Drawing on ethnography with Rohingya diaspora, I trace a genocidal continuum beyond 2017, foregrounding regenerative antigenocidal practices through hospitality, micro-charity, self-education, and self-recognition projects: costly yet vital amid protracted genocidal risk.

Paper long abstract

While international recognition often centres on 2017, Rohingya qom (“people”) narrate longer histories: accumulations of undoing that have severed kinship relations and belonging (to Arakanese land and to the Burmese polity) alongside the denial of Rohingya ethnicity, and refusals to recognise a variegated portrait of Rohingya suffering as such. For those chronically displaced, immobilisation, illegalisation, and the unrealities of UN-touted “durable solutions” permeate the everyday.

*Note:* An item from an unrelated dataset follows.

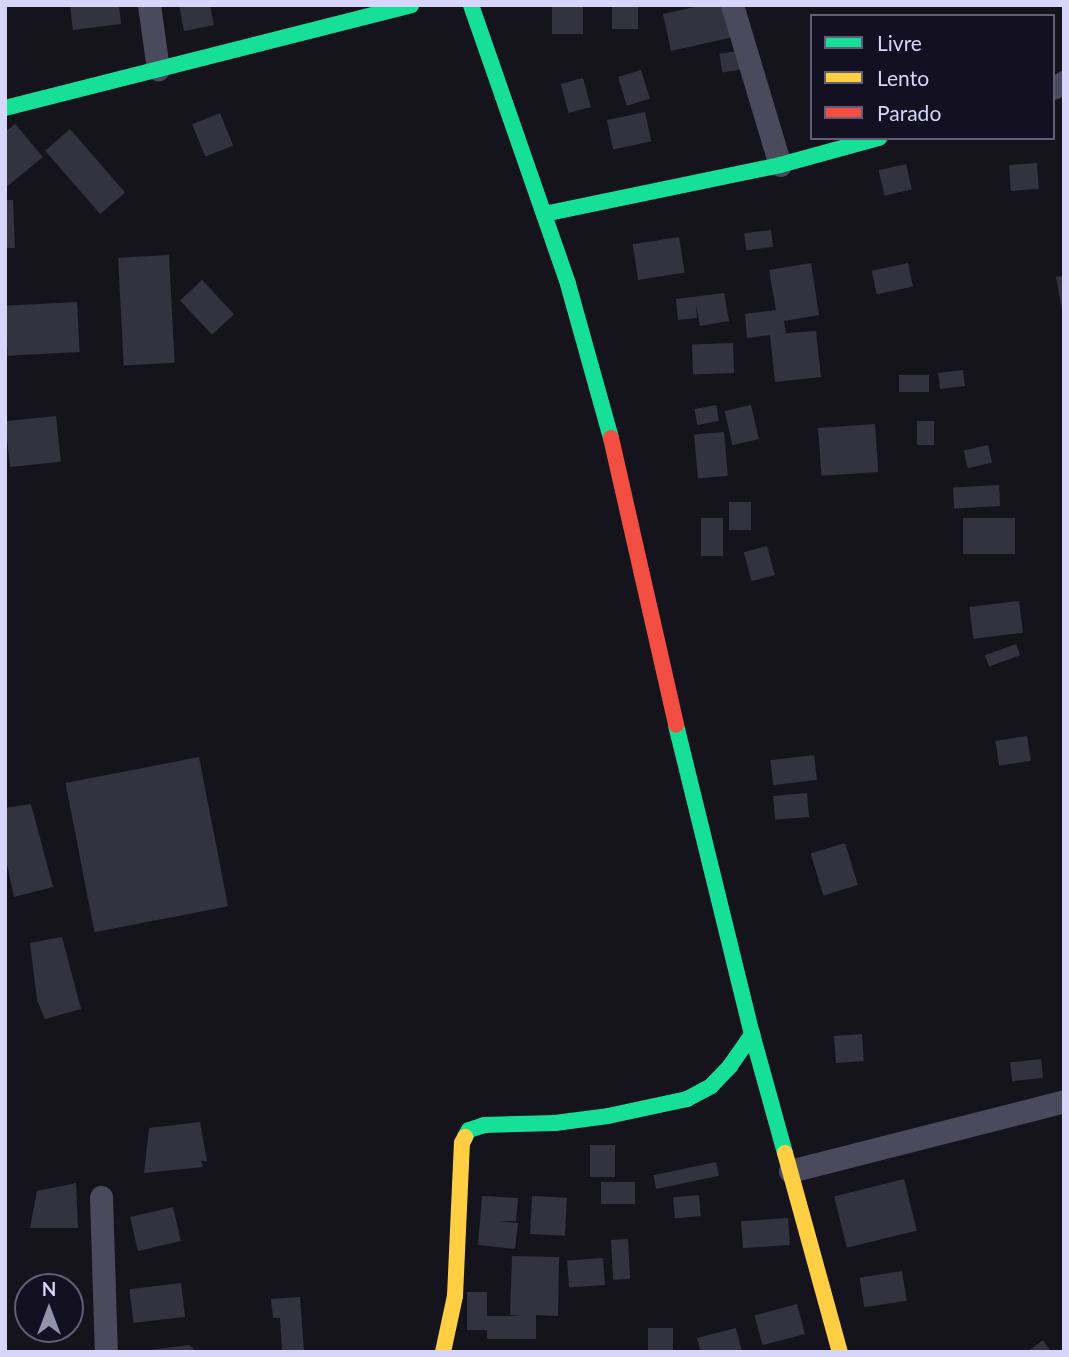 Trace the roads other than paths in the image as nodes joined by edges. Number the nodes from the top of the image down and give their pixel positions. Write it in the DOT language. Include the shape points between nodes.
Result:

Drawing on two years of doctoral ethnographic fieldwork with Rohingya in diaspora (UK/US), I trace, through oral histories, photographs, and a collaborative embroidered (fultola) cartographic project, multi-generational family trajectories across serial expulsions (1940s/1970s/1990s/2010s) from Arakan/Rakhine to Bangladesh, India/Pakistan, the Gulf, and onward to the Global North. Across these routes, close kin remain in camps, disappear in Myanmar, or are lost at sea; ocánti (ongoing unrest) is experienced relationally, and family reunification remains structurally foreclosed, rendering “healing” suspended.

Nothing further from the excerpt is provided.